*THE DATA*
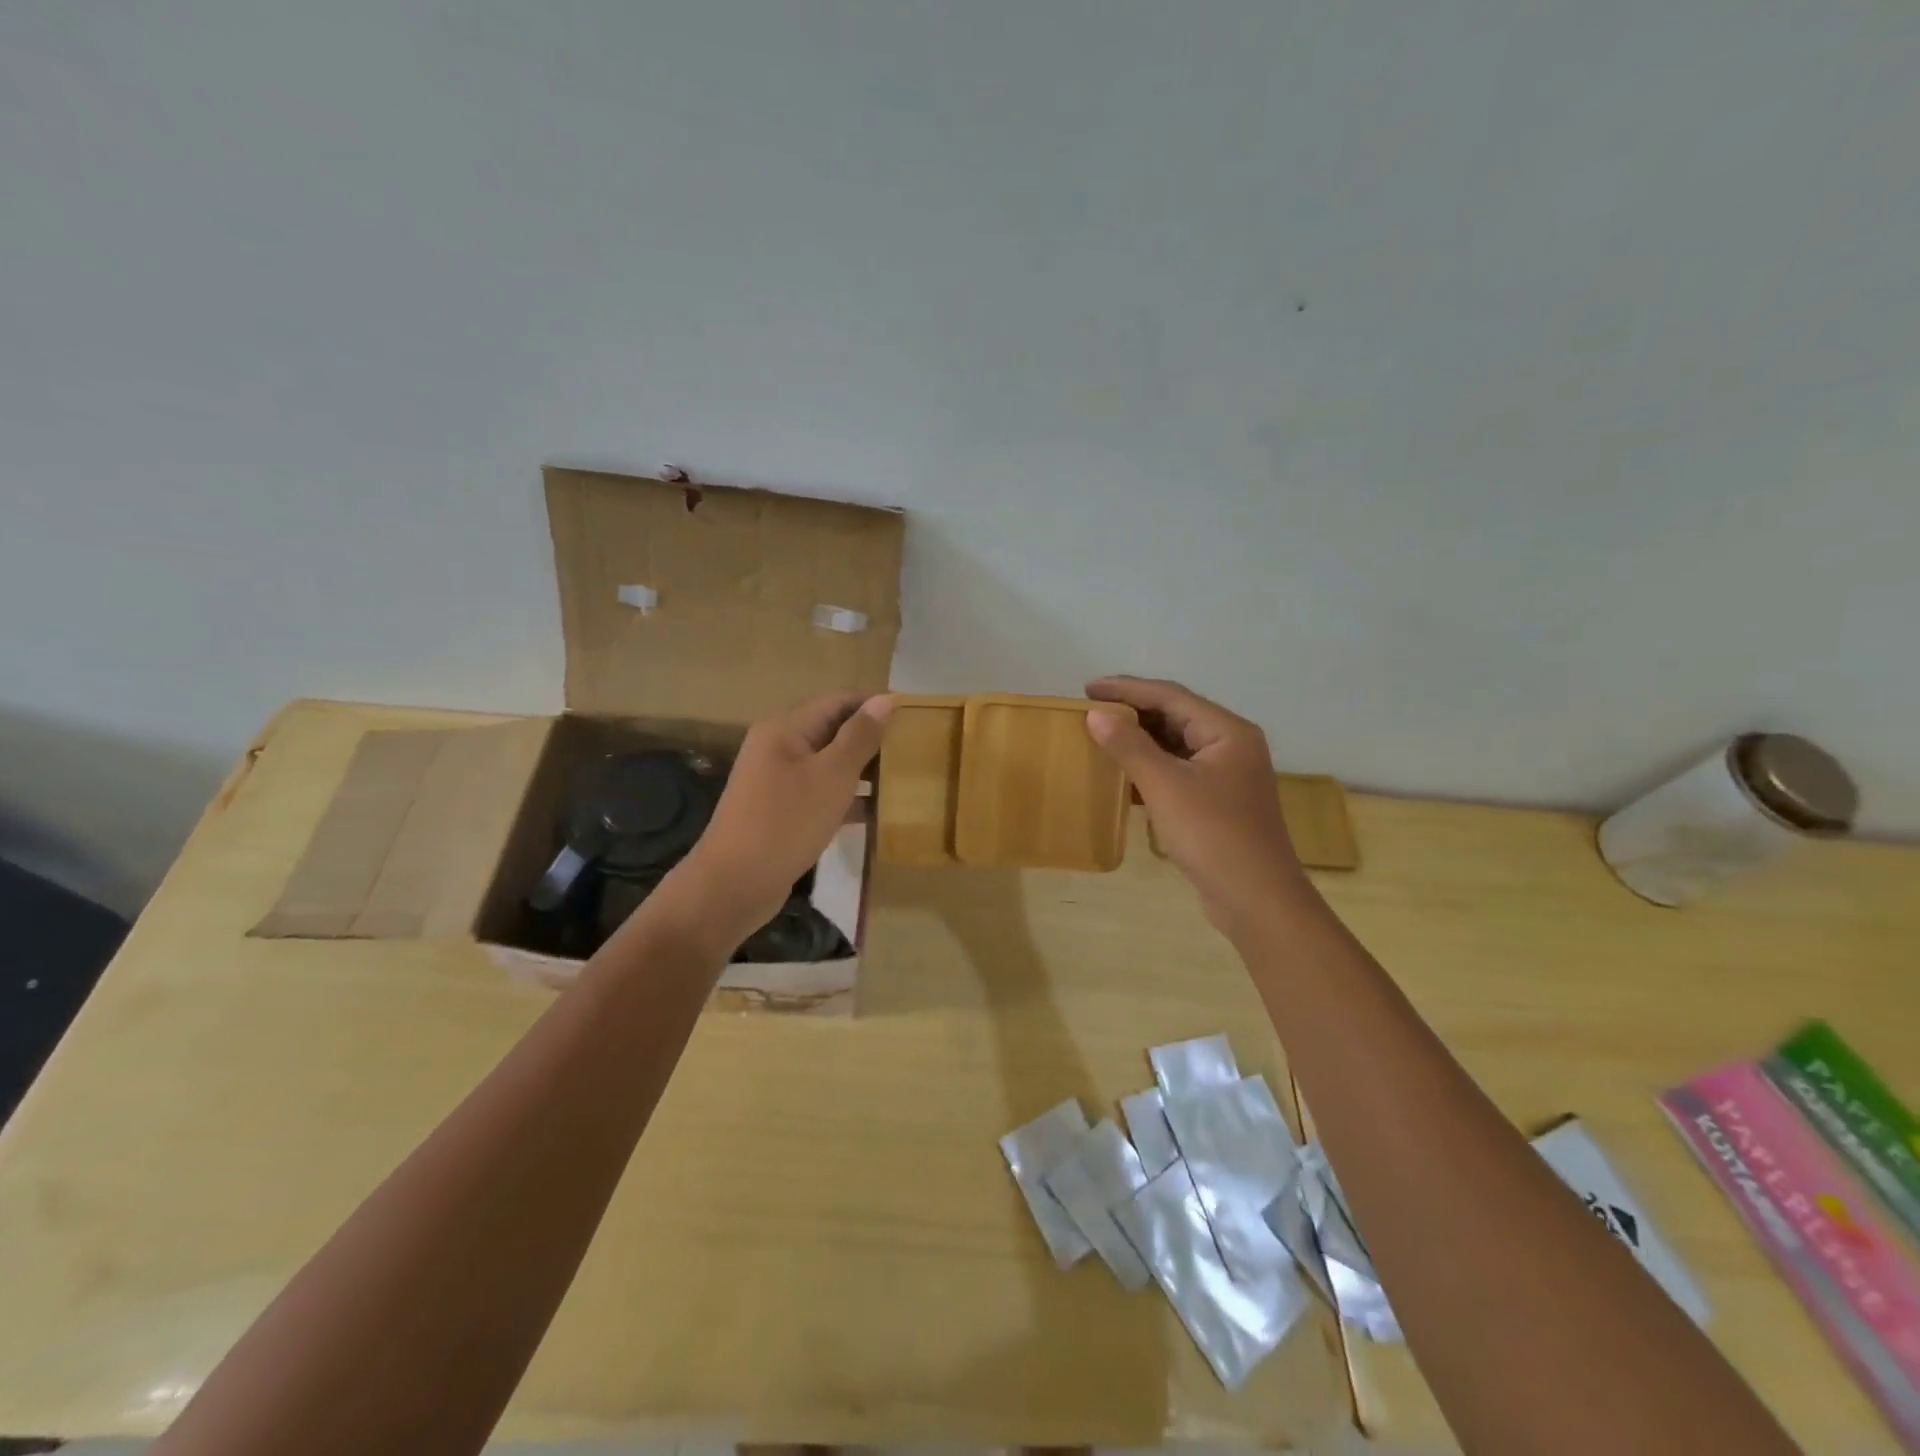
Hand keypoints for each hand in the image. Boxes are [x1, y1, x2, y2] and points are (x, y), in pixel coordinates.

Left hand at [648, 692, 893, 956]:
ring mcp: (777, 780)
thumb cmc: (786, 823)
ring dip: (863, 769)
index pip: (837, 701)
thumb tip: (884, 700)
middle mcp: (778, 747)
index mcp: (785, 729)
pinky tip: (877, 812)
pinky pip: (821, 792)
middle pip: (832, 730)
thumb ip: (860, 737)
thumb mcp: (831, 776)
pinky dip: (847, 798)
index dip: (874, 704)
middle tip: (913, 749)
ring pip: (828, 764)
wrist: (734, 885)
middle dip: (871, 737)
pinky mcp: (781, 810)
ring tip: (903, 778)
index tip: (914, 716)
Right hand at [1084, 676, 1310, 937]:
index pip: (1171, 696)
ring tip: (1100, 738)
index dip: (1127, 689)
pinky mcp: (1218, 802)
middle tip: (1091, 711)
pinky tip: (1122, 778)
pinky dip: (1150, 769)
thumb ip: (1129, 746)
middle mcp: (1231, 745)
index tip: (1087, 688)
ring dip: (1139, 741)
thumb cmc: (1212, 834)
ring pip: (1176, 745)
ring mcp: (1227, 775)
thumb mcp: (1165, 786)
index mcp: (1227, 731)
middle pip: (1175, 716)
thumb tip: (1096, 714)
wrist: (1256, 899)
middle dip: (1133, 712)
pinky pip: (1178, 772)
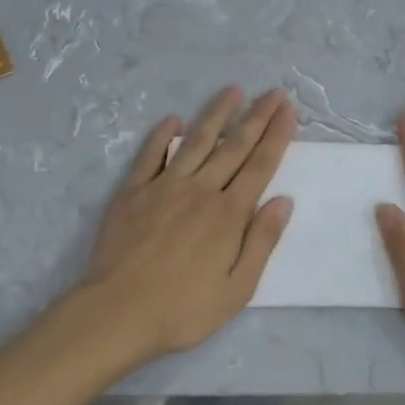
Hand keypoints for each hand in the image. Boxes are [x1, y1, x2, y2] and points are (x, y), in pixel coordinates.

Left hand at [78, 86, 296, 361]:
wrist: (115, 313)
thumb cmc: (182, 309)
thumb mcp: (237, 289)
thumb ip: (262, 241)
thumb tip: (283, 200)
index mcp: (229, 214)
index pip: (260, 165)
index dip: (277, 135)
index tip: (288, 110)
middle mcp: (201, 190)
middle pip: (234, 145)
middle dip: (257, 116)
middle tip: (273, 92)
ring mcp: (164, 187)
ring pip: (196, 141)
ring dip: (216, 114)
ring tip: (233, 91)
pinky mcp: (133, 192)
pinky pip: (150, 155)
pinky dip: (162, 136)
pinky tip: (172, 120)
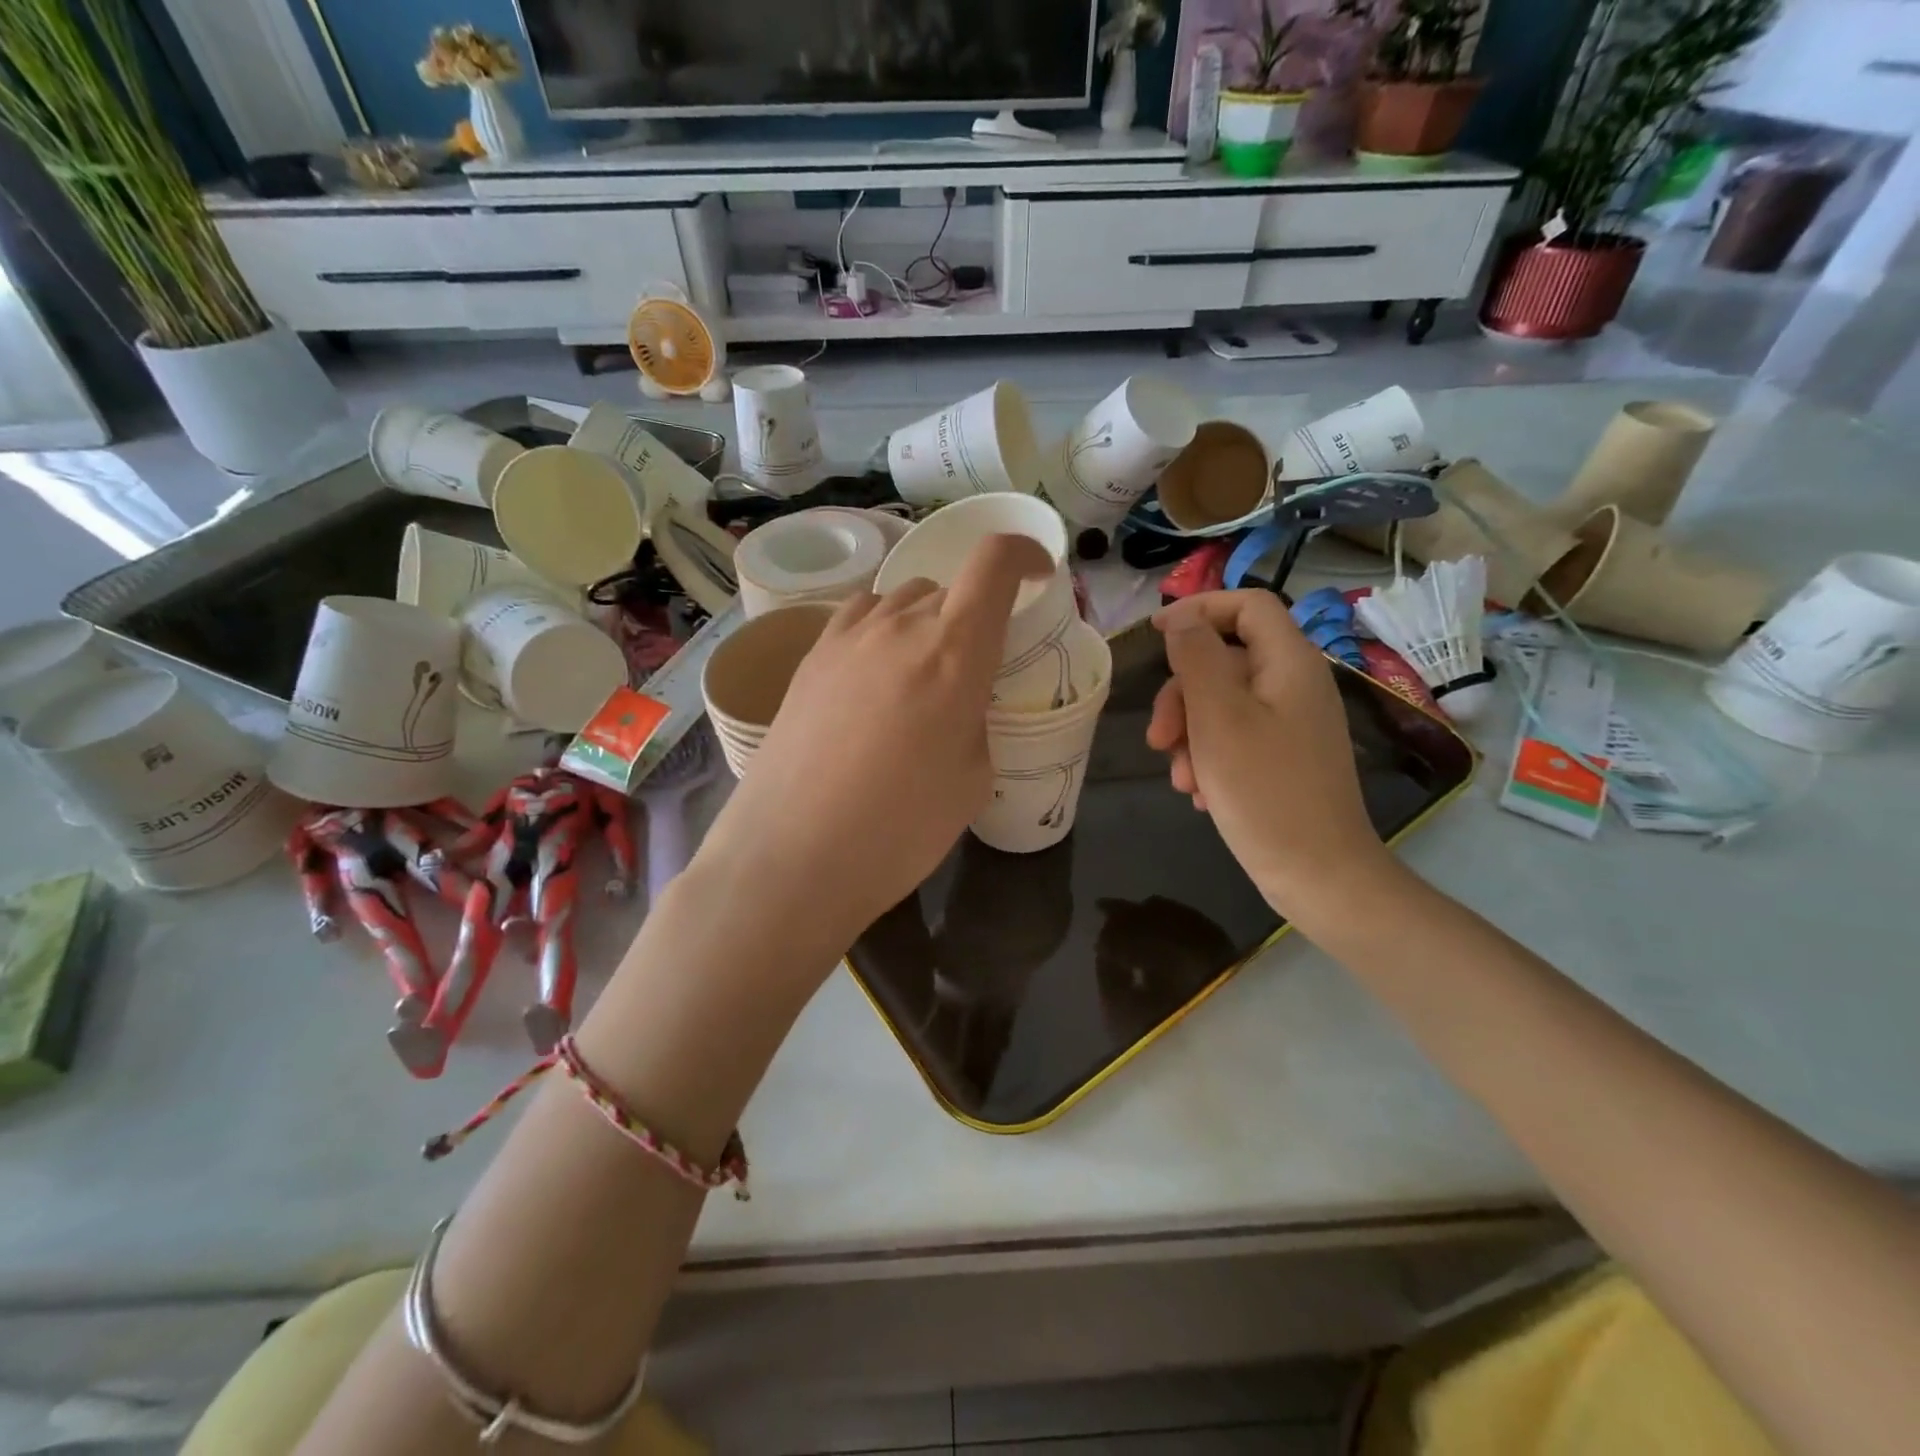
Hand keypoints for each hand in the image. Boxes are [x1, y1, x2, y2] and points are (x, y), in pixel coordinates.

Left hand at [693, 533, 1051, 945]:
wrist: (793, 855)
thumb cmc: (899, 828)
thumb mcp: (972, 779)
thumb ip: (974, 719)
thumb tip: (955, 703)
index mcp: (955, 651)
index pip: (995, 563)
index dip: (1024, 554)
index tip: (1037, 575)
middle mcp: (900, 626)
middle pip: (949, 588)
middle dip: (974, 616)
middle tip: (973, 668)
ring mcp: (846, 637)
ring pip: (901, 599)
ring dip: (925, 622)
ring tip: (921, 674)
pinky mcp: (809, 657)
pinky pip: (859, 617)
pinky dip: (882, 629)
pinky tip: (875, 675)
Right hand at [1147, 590, 1394, 918]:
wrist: (1319, 874)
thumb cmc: (1265, 791)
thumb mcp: (1219, 718)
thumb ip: (1197, 658)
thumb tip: (1182, 617)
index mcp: (1288, 664)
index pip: (1247, 605)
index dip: (1199, 608)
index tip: (1155, 634)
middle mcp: (1294, 685)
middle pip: (1224, 661)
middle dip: (1182, 696)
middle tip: (1158, 740)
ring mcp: (1291, 724)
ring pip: (1222, 705)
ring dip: (1190, 736)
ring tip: (1183, 781)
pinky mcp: (1283, 758)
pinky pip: (1235, 738)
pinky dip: (1210, 758)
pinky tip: (1201, 794)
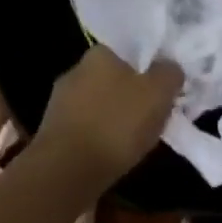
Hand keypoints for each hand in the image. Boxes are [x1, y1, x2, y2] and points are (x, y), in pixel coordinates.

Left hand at [35, 46, 183, 187]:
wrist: (68, 170)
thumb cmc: (117, 124)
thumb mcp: (158, 93)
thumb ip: (169, 73)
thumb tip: (169, 67)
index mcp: (99, 54)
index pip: (127, 52)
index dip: (147, 70)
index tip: (161, 91)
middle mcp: (74, 71)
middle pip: (112, 79)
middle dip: (130, 95)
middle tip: (152, 116)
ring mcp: (59, 102)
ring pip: (97, 105)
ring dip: (113, 118)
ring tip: (134, 140)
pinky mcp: (51, 131)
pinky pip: (85, 128)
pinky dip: (99, 138)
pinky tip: (111, 154)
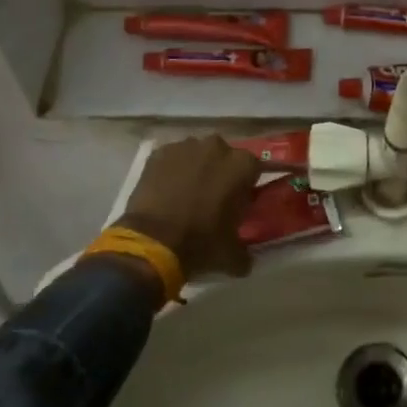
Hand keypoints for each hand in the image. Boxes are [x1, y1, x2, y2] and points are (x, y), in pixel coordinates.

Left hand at [119, 136, 262, 279]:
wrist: (152, 241)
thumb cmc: (201, 243)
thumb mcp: (231, 254)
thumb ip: (245, 252)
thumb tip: (245, 260)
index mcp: (243, 165)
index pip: (254, 169)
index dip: (246, 185)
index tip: (239, 201)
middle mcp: (217, 147)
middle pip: (225, 157)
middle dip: (221, 173)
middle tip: (213, 198)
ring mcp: (186, 146)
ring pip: (197, 154)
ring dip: (196, 168)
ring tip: (186, 194)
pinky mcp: (159, 152)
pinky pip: (172, 158)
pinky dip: (172, 170)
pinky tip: (166, 191)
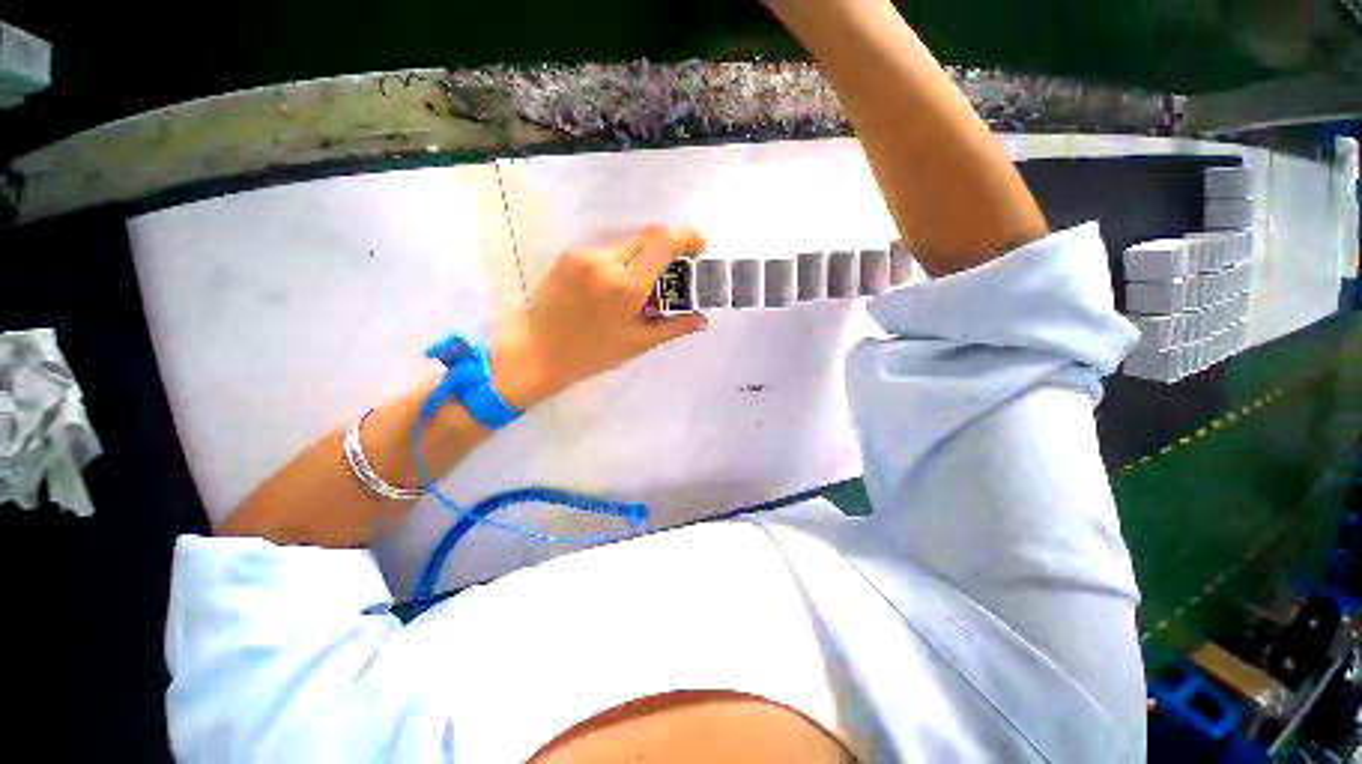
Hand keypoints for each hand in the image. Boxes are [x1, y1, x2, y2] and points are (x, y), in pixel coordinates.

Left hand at [489, 226, 708, 409]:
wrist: (537, 352)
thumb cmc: (593, 353)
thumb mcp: (638, 342)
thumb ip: (674, 326)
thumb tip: (702, 320)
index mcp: (626, 284)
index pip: (663, 242)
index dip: (687, 237)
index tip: (699, 246)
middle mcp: (605, 260)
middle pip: (647, 236)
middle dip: (667, 247)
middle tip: (674, 271)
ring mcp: (584, 255)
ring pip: (626, 242)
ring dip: (643, 255)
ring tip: (644, 285)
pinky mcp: (569, 256)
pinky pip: (606, 250)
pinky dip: (622, 260)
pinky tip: (618, 286)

*TASK TO CARRY OUT*
In the lines above, spot each one that contains the word "wrist" and copy it.

*SOLUTION FOR THIS TASK*
wrist: (734, 885)
wrist: (1256, 899)
wrist: (115, 313)
wrist: (793, 855)
wrist: (1319, 874)
wrist: (68, 170)
wrist: (152, 241)
wrist: (537, 352)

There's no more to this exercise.